### Task objective
I'd like the entries reproduced exactly, with all pictures omitted.

### Information shown
------------
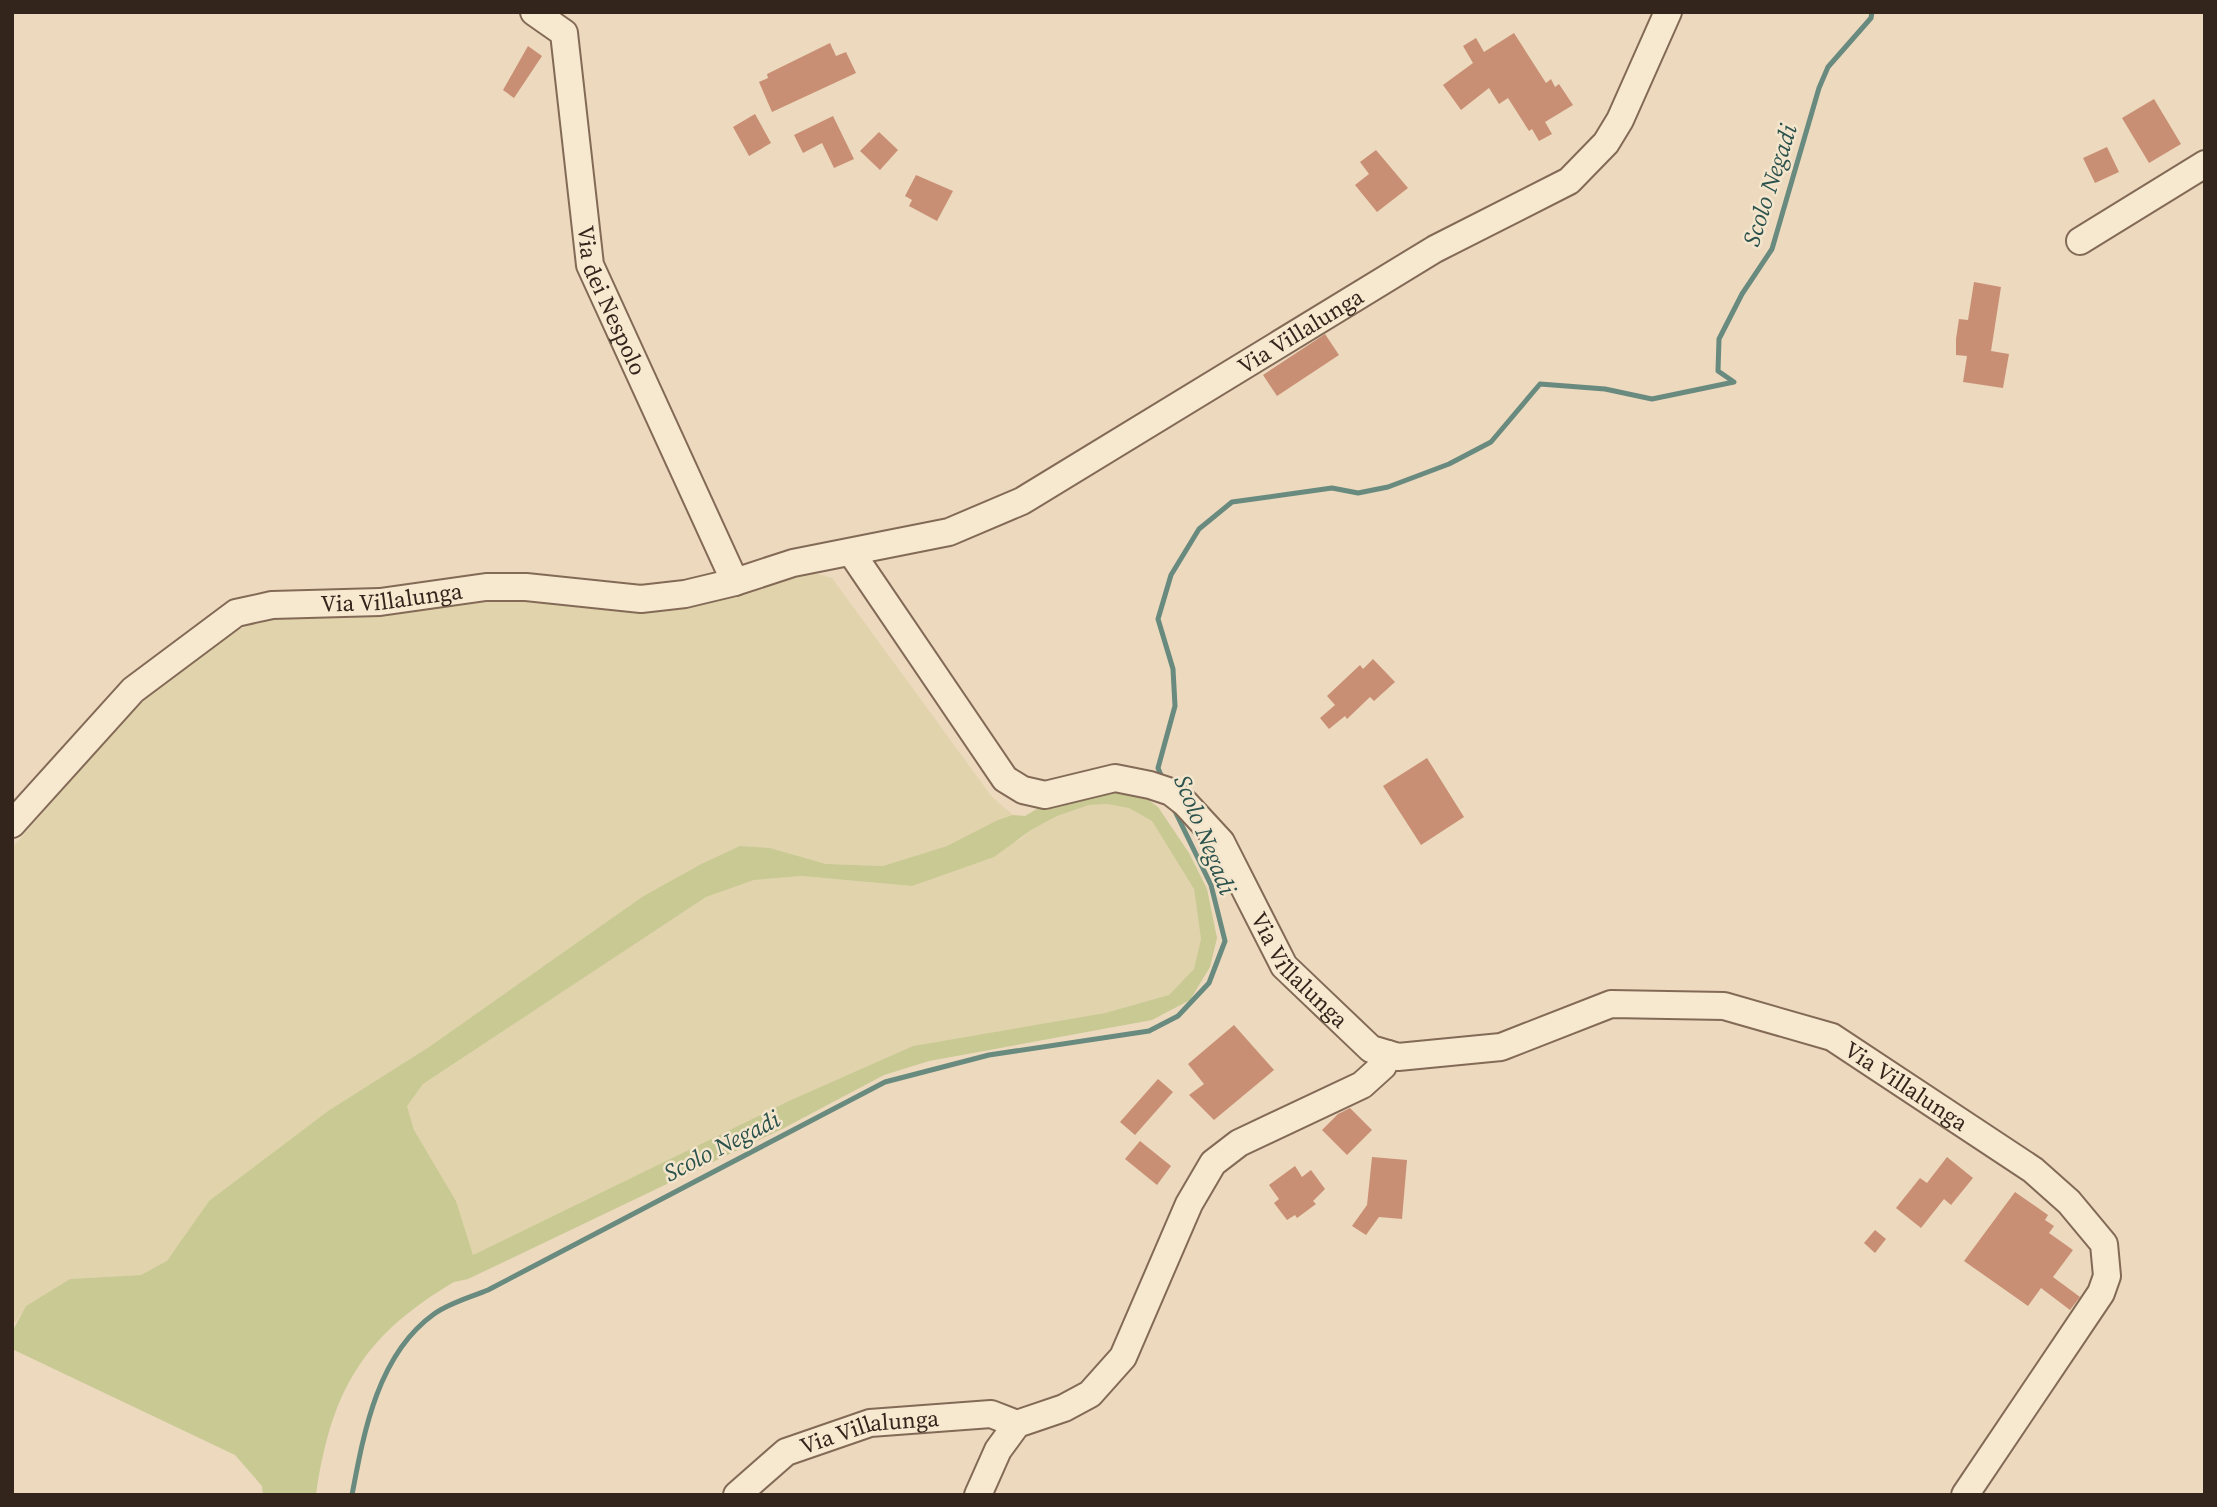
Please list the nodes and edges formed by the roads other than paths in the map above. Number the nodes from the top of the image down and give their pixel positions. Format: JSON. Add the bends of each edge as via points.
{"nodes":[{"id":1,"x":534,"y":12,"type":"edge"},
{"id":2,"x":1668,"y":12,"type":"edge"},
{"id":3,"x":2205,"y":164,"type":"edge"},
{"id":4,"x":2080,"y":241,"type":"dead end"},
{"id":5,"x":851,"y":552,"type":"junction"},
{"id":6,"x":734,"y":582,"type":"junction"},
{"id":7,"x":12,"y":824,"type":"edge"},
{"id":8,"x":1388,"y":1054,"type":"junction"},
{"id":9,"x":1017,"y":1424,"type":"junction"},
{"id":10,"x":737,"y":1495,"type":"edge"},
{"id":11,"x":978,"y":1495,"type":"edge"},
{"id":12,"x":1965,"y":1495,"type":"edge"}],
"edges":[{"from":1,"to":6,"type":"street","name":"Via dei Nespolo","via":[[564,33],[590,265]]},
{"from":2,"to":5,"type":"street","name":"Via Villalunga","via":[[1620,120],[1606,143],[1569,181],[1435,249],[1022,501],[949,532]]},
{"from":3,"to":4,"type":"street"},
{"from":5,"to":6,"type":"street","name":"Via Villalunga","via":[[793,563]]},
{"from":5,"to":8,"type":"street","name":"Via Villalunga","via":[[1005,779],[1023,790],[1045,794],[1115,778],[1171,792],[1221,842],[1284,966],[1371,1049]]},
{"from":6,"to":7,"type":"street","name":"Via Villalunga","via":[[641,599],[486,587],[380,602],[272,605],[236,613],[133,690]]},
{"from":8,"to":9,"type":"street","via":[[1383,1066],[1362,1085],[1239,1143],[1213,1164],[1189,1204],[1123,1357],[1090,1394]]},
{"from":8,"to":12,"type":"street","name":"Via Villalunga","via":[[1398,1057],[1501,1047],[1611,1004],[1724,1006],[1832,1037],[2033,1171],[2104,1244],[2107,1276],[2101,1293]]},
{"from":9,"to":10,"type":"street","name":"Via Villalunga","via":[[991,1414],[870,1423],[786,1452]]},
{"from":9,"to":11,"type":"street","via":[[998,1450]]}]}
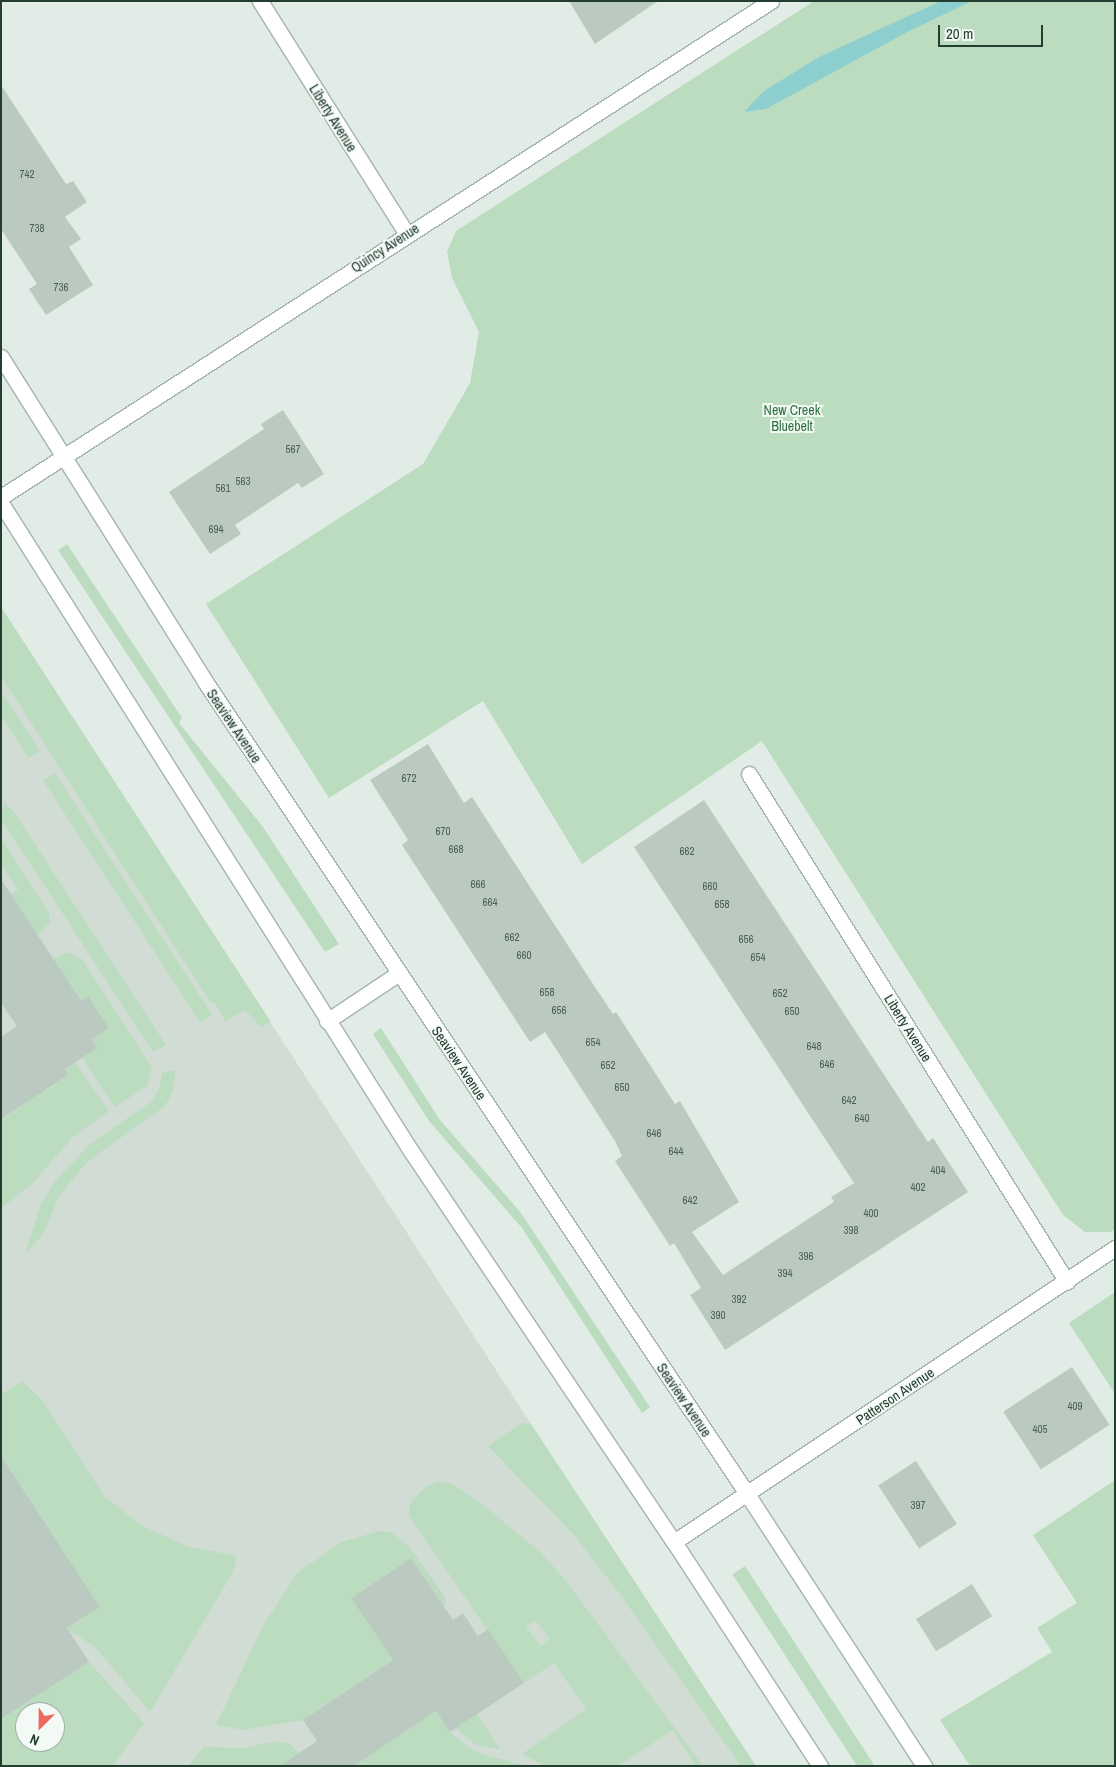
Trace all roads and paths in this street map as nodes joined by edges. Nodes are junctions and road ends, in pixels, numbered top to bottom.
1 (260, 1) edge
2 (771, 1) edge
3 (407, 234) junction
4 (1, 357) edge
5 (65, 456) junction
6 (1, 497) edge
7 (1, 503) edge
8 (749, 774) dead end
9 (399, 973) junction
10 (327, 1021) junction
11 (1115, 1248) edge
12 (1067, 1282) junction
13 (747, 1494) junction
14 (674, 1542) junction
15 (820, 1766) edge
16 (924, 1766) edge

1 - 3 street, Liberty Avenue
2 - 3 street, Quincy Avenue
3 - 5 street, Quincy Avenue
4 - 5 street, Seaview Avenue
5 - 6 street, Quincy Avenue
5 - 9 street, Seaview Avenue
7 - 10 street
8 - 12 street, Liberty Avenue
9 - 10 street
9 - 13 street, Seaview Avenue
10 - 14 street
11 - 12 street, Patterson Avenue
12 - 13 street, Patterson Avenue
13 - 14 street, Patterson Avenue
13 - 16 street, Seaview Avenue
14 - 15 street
------------
### Completed task
Please list the nodes and edges formed by the roads other than paths in the map above. Number the nodes from the top of the image down and give their pixel positions. Format: JSON. Add the bends of each edge as via points.
{"nodes":[{"id":1,"x":534,"y":12,"type":"edge"},
{"id":2,"x":1668,"y":12,"type":"edge"},
{"id":3,"x":2205,"y":164,"type":"edge"},
{"id":4,"x":2080,"y":241,"type":"dead end"},
{"id":5,"x":851,"y":552,"type":"junction"},
{"id":6,"x":734,"y":582,"type":"junction"},
{"id":7,"x":12,"y":824,"type":"edge"},
{"id":8,"x":1388,"y":1054,"type":"junction"},
{"id":9,"x":1017,"y":1424,"type":"junction"},
{"id":10,"x":737,"y":1495,"type":"edge"},
{"id":11,"x":978,"y":1495,"type":"edge"},
{"id":12,"x":1965,"y":1495,"type":"edge"}],
"edges":[{"from":1,"to":6,"type":"street","name":"Via dei Nespolo","via":[[564,33],[590,265]]},
{"from":2,"to":5,"type":"street","name":"Via Villalunga","via":[[1620,120],[1606,143],[1569,181],[1435,249],[1022,501],[949,532]]},
{"from":3,"to":4,"type":"street"},
{"from":5,"to":6,"type":"street","name":"Via Villalunga","via":[[793,563]]},
{"from":5,"to":8,"type":"street","name":"Via Villalunga","via":[[1005,779],[1023,790],[1045,794],[1115,778],[1171,792],[1221,842],[1284,966],[1371,1049]]},
{"from":6,"to":7,"type":"street","name":"Via Villalunga","via":[[641,599],[486,587],[380,602],[272,605],[236,613],[133,690]]},
{"from":8,"to":9,"type":"street","via":[[1383,1066],[1362,1085],[1239,1143],[1213,1164],[1189,1204],[1123,1357],[1090,1394]]},
{"from":8,"to":12,"type":"street","name":"Via Villalunga","via":[[1398,1057],[1501,1047],[1611,1004],[1724,1006],[1832,1037],[2033,1171],[2104,1244],[2107,1276],[2101,1293]]},
{"from":9,"to":10,"type":"street","name":"Via Villalunga","via":[[991,1414],[870,1423],[786,1452]]},
{"from":9,"to":11,"type":"street","via":[[998,1450]]}]}
Trace all roads and paths in this street map as nodes joined by edges. Nodes are junctions and road ends, in pixels, numbered top to bottom.
1 (260, 1) edge
2 (771, 1) edge
3 (407, 234) junction
4 (1, 357) edge
5 (65, 456) junction
6 (1, 497) edge
7 (1, 503) edge
8 (749, 774) dead end
9 (399, 973) junction
10 (327, 1021) junction
11 (1115, 1248) edge
12 (1067, 1282) junction
13 (747, 1494) junction
14 (674, 1542) junction
15 (820, 1766) edge
16 (924, 1766) edge

1 - 3 street, Liberty Avenue
2 - 3 street, Quincy Avenue
3 - 5 street, Quincy Avenue
4 - 5 street, Seaview Avenue
5 - 6 street, Quincy Avenue
5 - 9 street, Seaview Avenue
7 - 10 street
8 - 12 street, Liberty Avenue
9 - 10 street
9 - 13 street, Seaview Avenue
10 - 14 street
11 - 12 street, Patterson Avenue
12 - 13 street, Patterson Avenue
13 - 14 street, Patterson Avenue
13 - 16 street, Seaview Avenue
14 - 15 street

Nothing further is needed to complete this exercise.